Results: There were 13 cases of LA, consisting of 7 males and 6 females with a mean age of 47.7 + 16.8 years (age range 24-80 years). An odontogenic focus was noted in all cases. Almost all patients underwent surgical treatment, which consisted of an extraction of the offending teeth as well as incision and drainage of abscesses. Length of hospital stay ranged from 1 to 30 days (Mean 10 days) with all but 2 patients surviving.

Conclusion: This Study recorded an 84.6% survival rate because our management is handled as a surgical emergency with early recognition and attention paid to the airway in collaboration with the Otorhinolaryngology Unit in our centre.

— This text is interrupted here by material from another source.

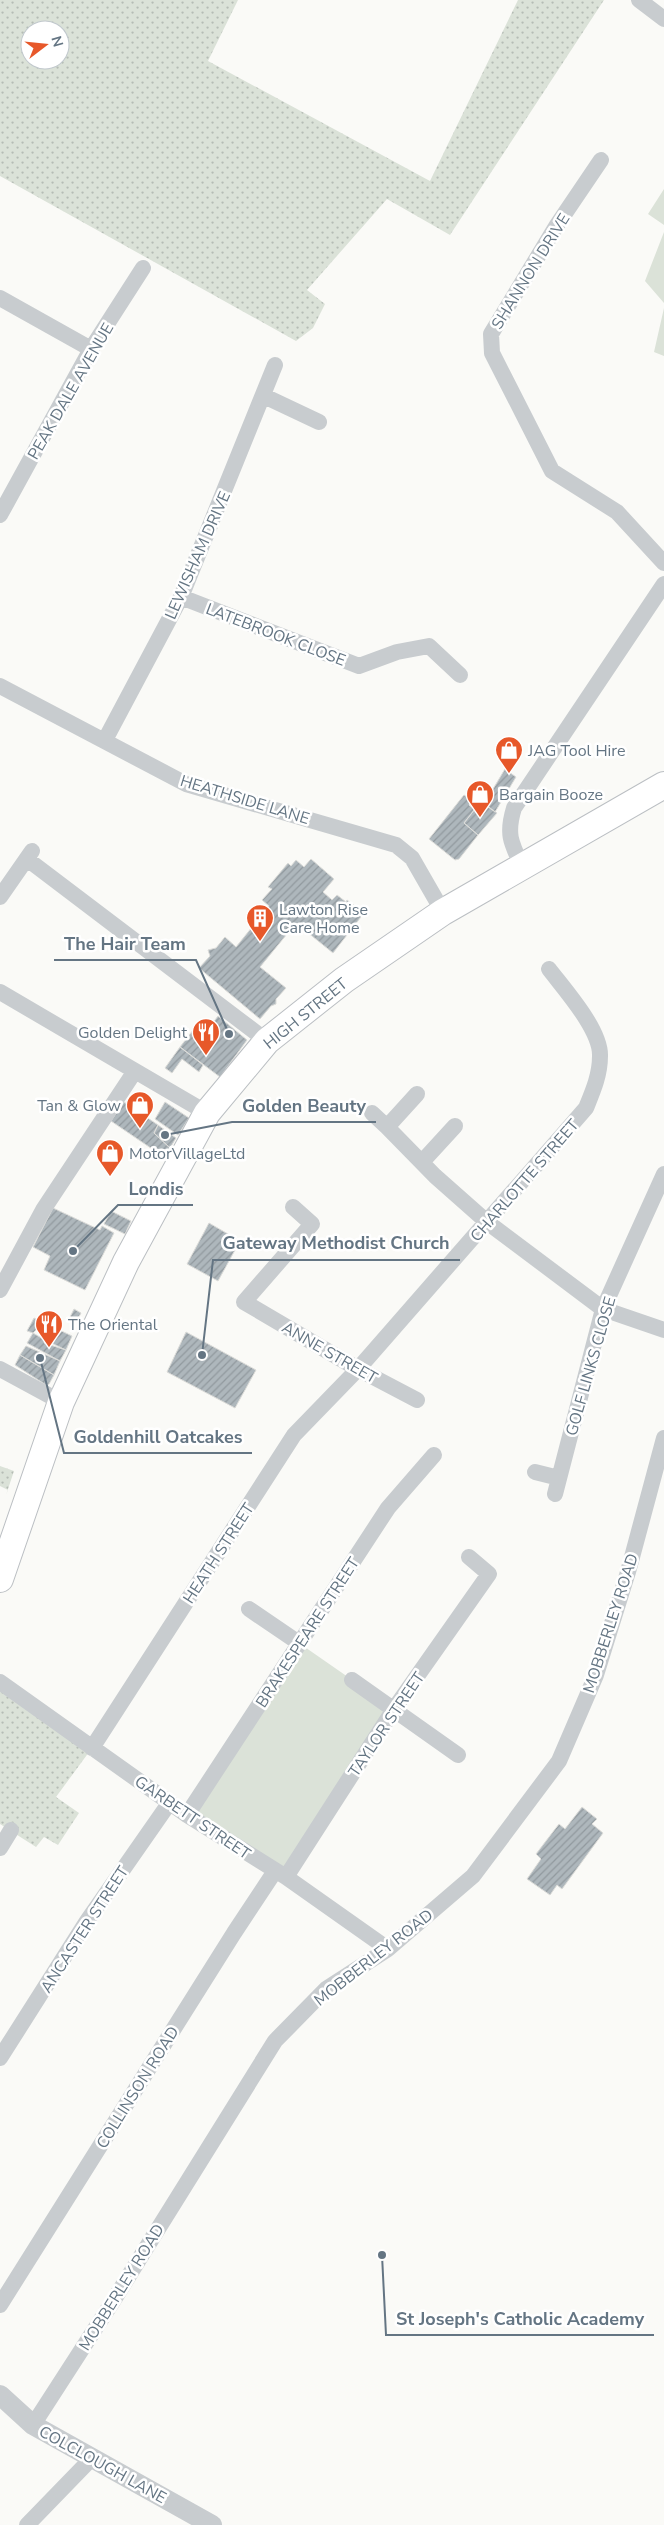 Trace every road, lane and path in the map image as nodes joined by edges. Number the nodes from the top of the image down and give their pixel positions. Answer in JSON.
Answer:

Keywords: Ludwig’s Angina, Underlying medical conditions, Treatment outcome

Correspondence

Dr. O.O. Ambeke

Dept. of Oral and Maxillofacial Surgery,

University College Hospital,

Ibadan

Email: deleambeke@yahoo.com


INTRODUCTION

Ludwig’s Angina also known as morbus strangularis and angina maligna was first described in 1836 by the German surgeon Wilhelm Friedrich Von Ludwig as a fast spreading, nearly always fatal infection involving the connective tissues of the neck and the floor of the mouth.1,2 However over the decades with better understanding of the condition coupled with advances in medical and surgical care, morbidity and mortality has been reduced drastically in many centres.3,4,9 In spite of improved knowledge and better management, the potential to be fatal still remains in every case of Ludwig’s angina and most centres still record a number of fatalities and morbidities although higher in the face of suboptimal management.

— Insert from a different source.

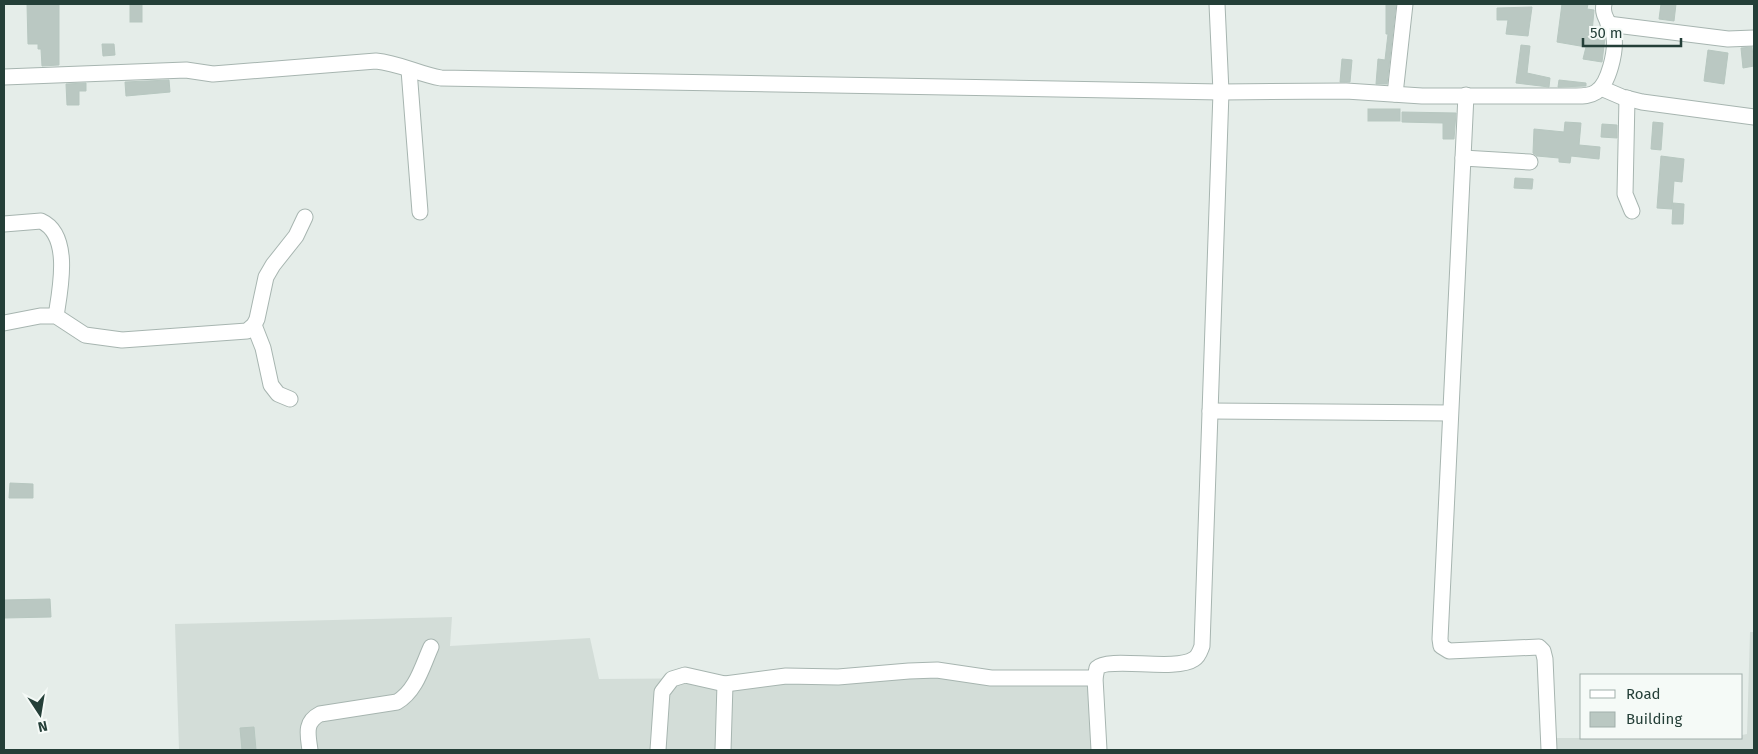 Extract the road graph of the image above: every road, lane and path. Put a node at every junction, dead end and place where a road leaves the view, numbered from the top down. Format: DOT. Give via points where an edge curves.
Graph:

Regarding the aetiology, a variety of sources have been implicated, however, it most commonly arises from an odontogenic foci arising typically from the roots of the second and third molar3,6 teeth with previous studies reporting 78% and 90% respectively as odontogenic foci.1,7 The roots of these teeth extend below the mylohyoid line of the mandible. This allows for progression of infection from these teeth into the submandibular space which is usually the primary space in most cases 5 and from there to the sublingual and submental spaces. Other aetiological sources though not as common include iatrogenic such as following procedures like frenuloplasty8, from clinical conditions like mandibular fractures 9, floor of the mouth infections from an oral malignancy10,11 as well as a bizarre case of a migrating fish bone.12

The bacterial aetiology is mostly polymicrobial involving both aerobic and anaerobic organisms with the spread being as a result of a synergistic action between these two groups as well as their combined virulence,3. Commonly isolated microorganisms include Streptococcus viridans, Staphylococcus aureus, Enterococcus, Escherichia coli, Bacteroides, Actinomyces spp and Pseudomonas13 with Streptococcus being the most common organism cultured.14

Although most cases of Ludwig’s Angina are seen in immunocompetent persons, there are several factors that can predispose an individual to coming down with the disease. Examples include Diabetes Mellitus, HIV and Hypertension with Diabetes being the most common as predisposing factor as seen in a study1. Other factors include immune suppression from chronic use of steroids as well as malnutrition have also been implicated15,16.

Airway management is of prime importance in the management of these patients. Options for managing the airway include blind nasotracheal intubation, retrograde intubation, fiberoptic intubation and the creation of a surgical airway.5

Airway management alongside proper antibiotic coverage, thorough surgical drainage of the involved spaces as well as adequate supportive therapy by way of fluid resuscitation, pain control and nutritional support are the pillars upon which modern management of these cases are based upon1. These have helped reduce fatalities associated with these cases from 54% in the pre-antibiotic era to around 0-8% today.3,5

The aim of this publication is to determine the causes, complications, duration of hospital stay and treatment outcome of cases of Ludwig’s Angina presenting within a two-year period in the University College Hospital (UCH) Ibadan whilst reviewing the management protocols used for these cases.